The US sends a note to Allied and neutral governments asking them to condemn the killings in Russia. The ones by the Bolshevik government, which it calls “mass terrorism,” not the ones by the Whites. “[A]ll civilized nations should register their abhorrence of such barbarism,” it says. It asks the nations whether they’re interested in taking “some immediate” but unspecified “action, which is entirely divorced from the atmosphere of belligerency and the conduct of the war, to impress upon the perpetrators of these crimes the aversion with which civilization regards their present wanton acts.” The US in taking this initiative is “acting... solely in the interests of the Russian people themselves”.
Supposedly, there is an assassination attempt on Trotsky. By a soldier in Kursk.
The documents that the NYT has been printing “proving” that the Bolsheviks were in the pay of Germany and following its orders have been called forgeries by Santeri Nuorteva of the Finnish Information Bureau, who says that some of them had been given to the Kerensky government last year at the time it was actively trying to prosecute Bolsheviks but even it wouldn’t use such obvious forgeries.
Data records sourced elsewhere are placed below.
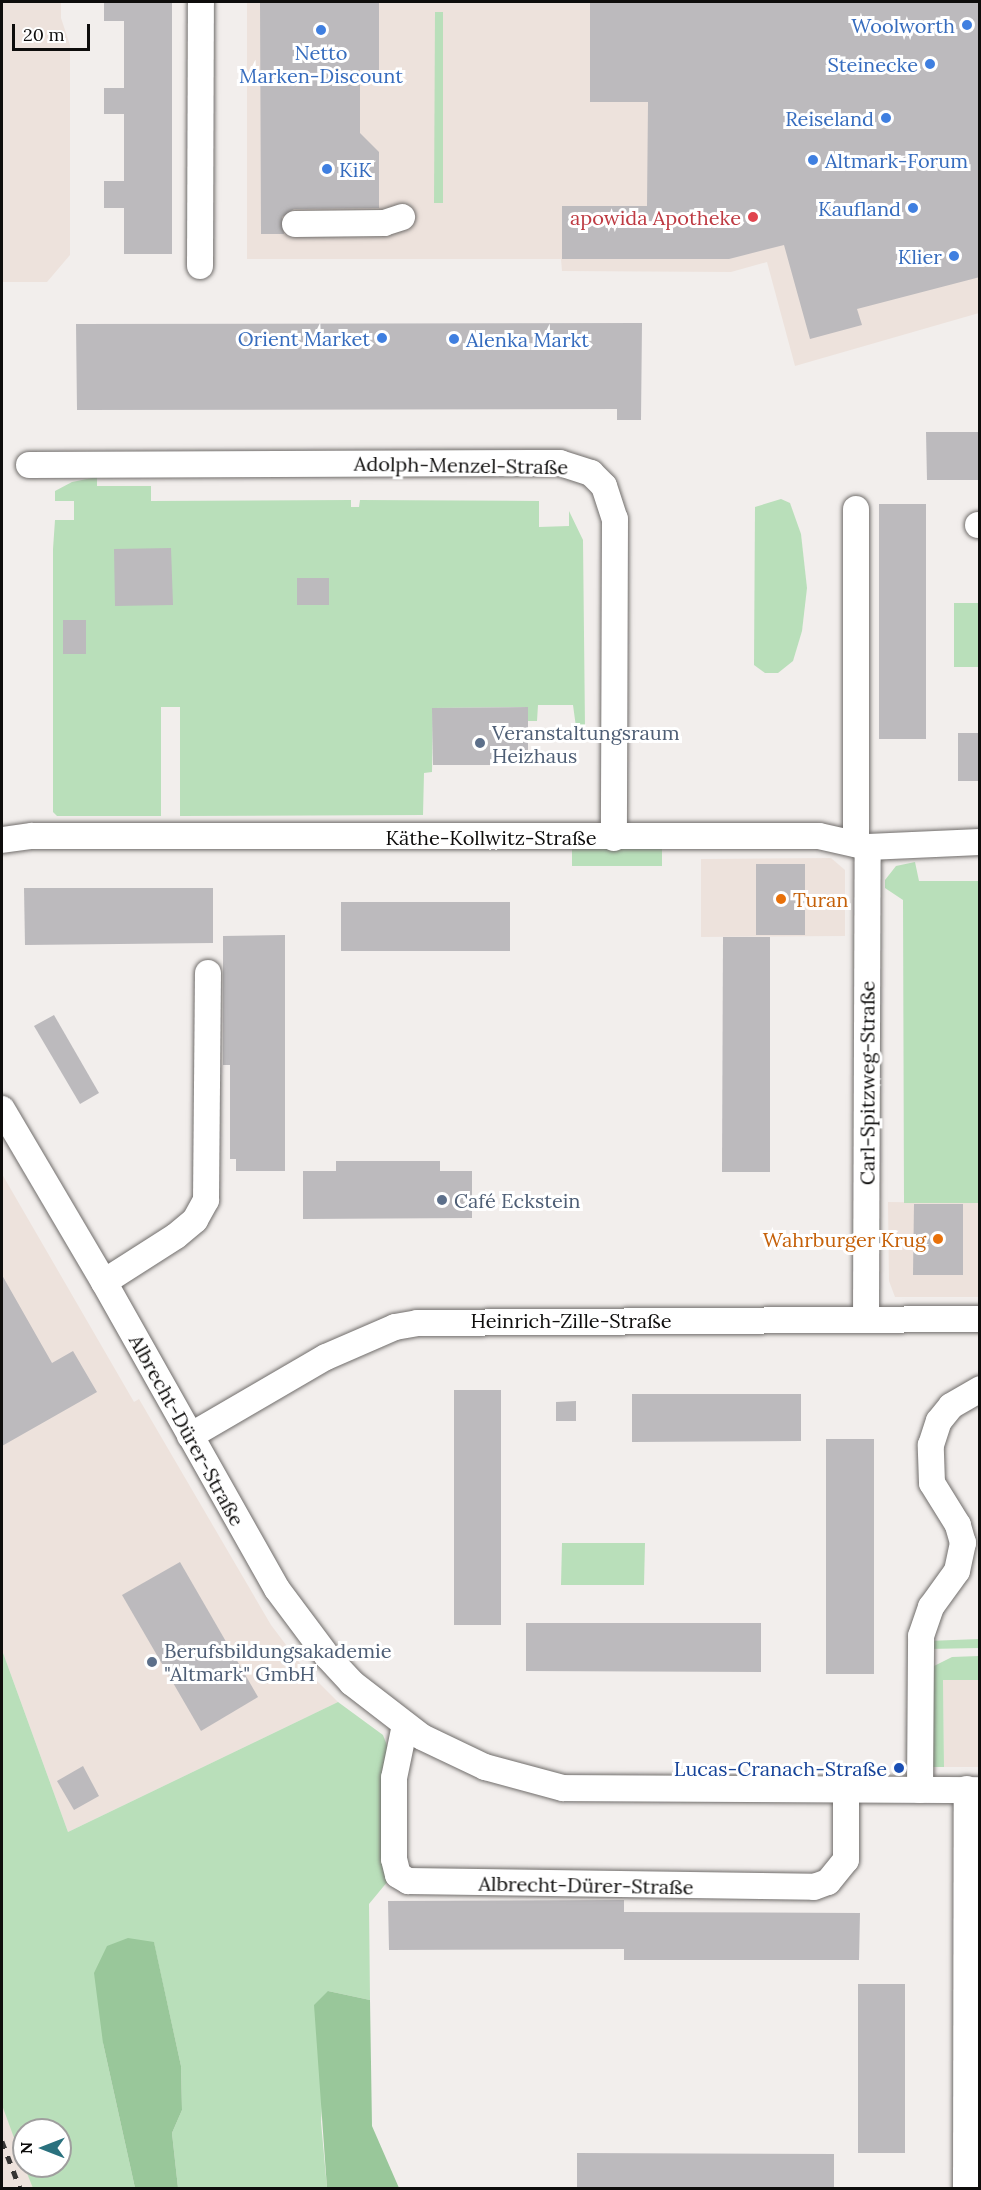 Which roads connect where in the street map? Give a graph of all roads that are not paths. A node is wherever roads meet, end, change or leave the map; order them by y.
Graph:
1 (201, 2) edge
2 (402, 217) dead end
3 (296, 224) dead end
4 (201, 266) dead end
5 (29, 465) dead end
6 (856, 509) dead end
7 (614, 838) junction
8 (2, 840) edge
9 (980, 842) edge
10 (862, 846) junction
11 (208, 973) dead end
12 (2, 1109) edge
13 (104, 1282) junction
14 (866, 1319) junction
15 (980, 1320) edge
16 (980, 1389) edge
17 (190, 1436) junction
18 (405, 1725) junction
19 (846, 1790) junction
20 (920, 1790) junction
21 (973, 1790) edge
22 (966, 2188) edge

1 - 4 street
2 - 3 street
5 - 7 street, Adolph-Menzel-Straße
6 - 10 street, Carl-Spitzweg-Straße
7 - 8 street, Käthe-Kollwitz-Straße
7 - 10 street, Käthe-Kollwitz-Straße
9 - 10 street, Käthe-Kollwitz-Straße
10 - 14 street, Carl-Spitzweg-Straße
11 - 13 street
12 - 13 street, Albrecht-Dürer-Straße
13 - 17 street, Albrecht-Dürer-Straße
14 - 15 street, Heinrich-Zille-Straße
14 - 17 street, Heinrich-Zille-Straße
16 - 20 street
17 - 18 street, Albrecht-Dürer-Straße
18 - 19 street, Albrecht-Dürer-Straße
18 - 19 street, Albrecht-Dürer-Straße
19 - 20 street, Albrecht-Dürer-Straße
20 - 21 street, Albrecht-Dürer-Straße
21 - 22 street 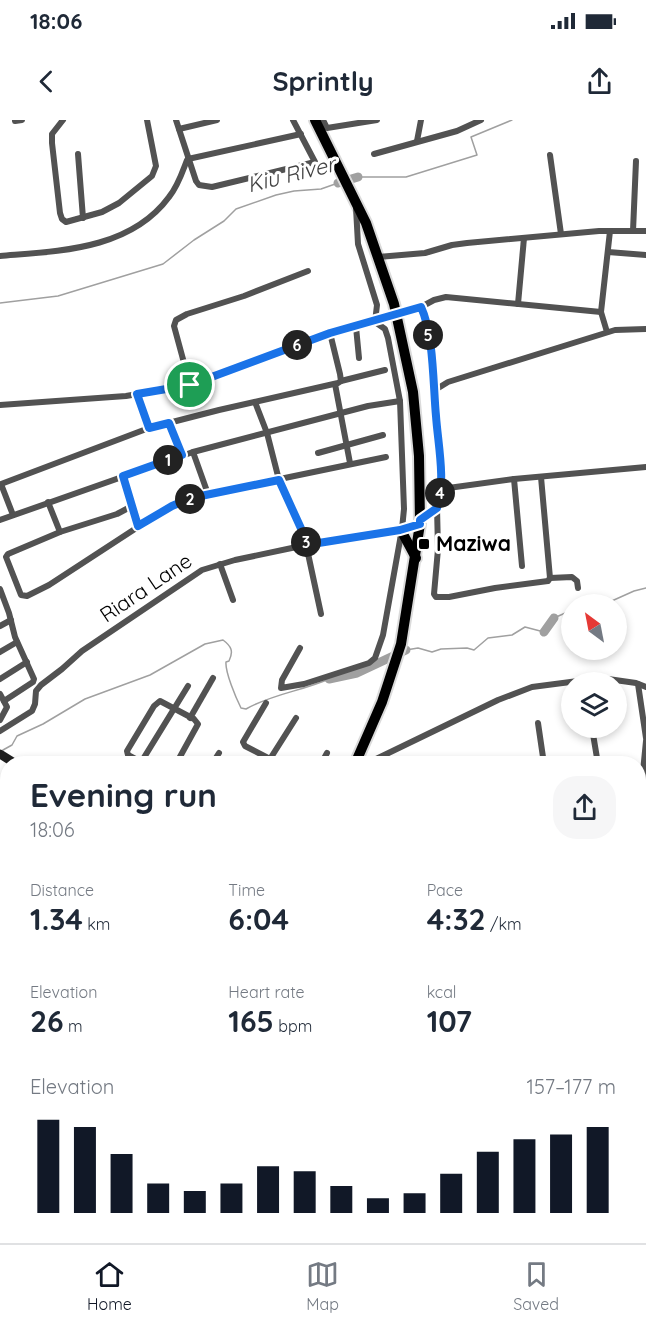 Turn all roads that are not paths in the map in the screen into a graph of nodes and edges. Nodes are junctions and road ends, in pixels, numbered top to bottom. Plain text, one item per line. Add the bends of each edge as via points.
1 (63, 120) edge
2 (147, 120) edge
3 (176, 120) edge
4 (218, 120) edge
5 (293, 120) edge
6 (319, 120) edge
7 (377, 120) edge
8 (421, 120) edge
9 (481, 120) edge
10 (178, 129) junction
11 (301, 134) junction
12 (417, 141) junction
13 (78, 154) dead end
14 (374, 154) dead end
15 (550, 155) dead end
16 (188, 159) junction
17 (636, 160) dead end
18 (356, 201) junction
19 (83, 218) junction
20 (610, 231) junction
21 (633, 231) junction
22 (646, 231) edge
23 (561, 234) junction
24 (524, 238) junction
25 (608, 252) junction
26 (646, 255) edge
27 (0, 256) edge
28 (378, 257) junction
29 (308, 271) dead end
30 (518, 304) junction
31 (421, 307) junction
32 (601, 312) junction
33 (375, 322) junction
34 (356, 327) junction
35 (646, 329) edge
36 (607, 332) junction
37 (330, 333) junction
38 (359, 358) dead end
39 (386, 370) dead end
40 (338, 382) junction
41 (190, 385) junction
42 (435, 390) junction
43 (137, 394) junction
44 (400, 401) junction
45 (255, 402) junction
46 (0, 405) edge
47 (341, 413) junction
48 (169, 423) junction
49 (149, 428) junction
50 (267, 433) junction
51 (383, 435) dead end
52 (347, 445) junction
53 (193, 452) junction
54 (318, 453) dead end
55 (182, 455) junction
56 (386, 457) dead end
57 (350, 463) junction
58 (646, 467) edge
59 (123, 476) junction
60 (541, 477) junction
61 (279, 480) junction
62 (514, 480) junction
63 (1, 482) edge
64 (441, 489) junction
65 (208, 494) junction
66 (48, 502) junction
67 (132, 506) junction
68 (435, 510) junction
69 (13, 515) junction
70 (420, 518) junction
71 (0, 520) edge
72 (138, 526) junction
73 (402, 531) junction
74 (60, 532) junction
75 (306, 545) junction
76 (416, 558) junction
77 (220, 564) junction
78 (522, 566) dead end
79 (550, 578) junction
80 (578, 588) dead end
81 (0, 589) edge
82 (2, 598) edge
83 (234, 600) dead end
84 (321, 614) dead end
85 (11, 620) junction
86 (0, 626) edge
87 (17, 642) junction
88 (300, 648) dead end
89 (0, 652) edge
90 (27, 662) junction
91 (213, 678) dead end
92 (0, 679) edge
93 (627, 682) edge
94 (561, 684) edge
95 (638, 684) junction
96 (188, 686) dead end
97 (646, 687) edge
98 (0, 694) edge
99 (4, 700) junction
100 (266, 703) dead end
101 (173, 708) junction
102 (2, 714) edge
103 (190, 718) junction
104 (296, 718) dead end
105 (0, 720) edge
106 (538, 723) dead end
107 (0, 731) edge
108 (594, 738) edge
109 (646, 740) edge
110 (219, 753) dead end
111 (327, 753) dead end
112 (130, 756) edge
113 (144, 756) edge
114 (181, 756) edge
115 (217, 756) edge
116 (262, 756) edge
117 (273, 756) edge
118 (325, 756) edge
119 (358, 756) edge
120 (382, 756) edge
121 (543, 756) edge
122 (597, 756) edge
123 (645, 756) edge

1 - 19 street via 52,134 60,213 66,222
2 - 19 street via 156,166 152,176 119,203
3 - 10 street
4 - 10 street
5 - 11 street
6 - 7 street via 327,128
6 - 18 main road
8 - 12 street
9 - 12 street
10 - 16 street
11 - 16 street
11 - 16 street via 314,163 223,185 199,185
12 - 14 street
13 - 19 street
15 - 23 street
16 - 27 street via 169,198 147,219 122,234 69,250
17 - 21 street
18 - 28 main road
18 - 33 street via 358,244 376,299
20 - 21 street
20 - 23 street
20 - 25 street
21 - 22 street
23 - 24 street
24 - 28 street
24 - 30 street
25 - 26 street
25 - 32 street
28 - 70 main road via 413,392
29 - 41 street via 176,320 174,326
30 - 31 street via 446,297
30 - 32 street
31 - 33 street, bridge
31 - 42 street
32 - 36 street
33 - 34 street
33 - 44 street via 385,329 388,338
34 - 37 street
34 - 38 street
35 - 36 street
36 - 42 street via 448,382
37 - 40 street
37 - 41 street
39 - 40 street
40 - 45 street
40 - 47 street
41 - 43 street
42 - 64 street
43 - 46 street
43 - 49 street
44 - 47 street
44 - 73 street
45 - 48 street
45 - 50 street
47 - 50 street
47 - 52 street
48 - 49 street
48 - 55 street
49 - 63 street
50 - 53 street
50 - 61 street
51 - 52 street
52 - 54 street
52 - 57 street
53 - 55 street
53 - 65 street
55 - 59 street
56 - 57 street
57 - 61 street
58 - 60 street
59 - 66 street
59 - 67 street
60 - 62 street
60 - 79 street
61 - 65 street
61 - 75 street
62 - 64 street
62 - 78 street
63 - 69 street
64 - 68 street
65 - 72 street via 172,506
66 - 69 street
66 - 74 street
67 - 72 street
67 - 74 street
68 - 70 street
68 - 70 street
68 - 79 street via 436,597
69 - 71 street
70 - 73 street, Riara Lane
70 - 76 main road
72 - 74 street via 50,585 23,596 7,555
73 - 75 street, Riara Lane
73 - 76 main road
73 - 88 street via 384,635 372,661 280,688
75 - 77 street, Riara Lane
75 - 84 street
76 - 119 main road via 401,644
77 - 83 street
77 - 107 street, Riara Lane via 202,570 82,651 39,687 32,711
79 - 80 street via 572,577
81 - 82 street
82 - 85 street
85 - 86 street
85 - 87 street
87 - 89 street
87 - 90 street
90 - 92 street
90 - 99 street via 34,681
91 - 103 street
93 - 95 street
94 - 120 street via 518,692
95 - 97 street
95 - 109 street
96 - 101 street
98 - 99 street
99 - 102 street via 7,707
100 - 116 street via 243,742
101 - 103 street
101 - 112 street via 159,701 127,753
101 - 113 street
102 - 105 street
103 - 114 street via 197,727
104 - 117 street
106 - 121 street
108 - 122 street
109 - 123 street
110 - 115 street
111 - 118 street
George Creel of the Committee on Public Information responds, “The documents are absolutely authentic, and when a Bolshevik makes an unsupported attack against them, it’s hardly worth bothering about.”
Another day, another article on how the Spanish Flu isn’t really that dangerous.
A letter to the NYT from the father of a soldier objects to the term "doughboy," which "is surely undignified, as it seems to imply that our troops are either half-baked or not baked at all and is also unpatriotic."
Now playing: "Laughing Bill Hyde," Will Rogers’s first movie. A lost film, I believe.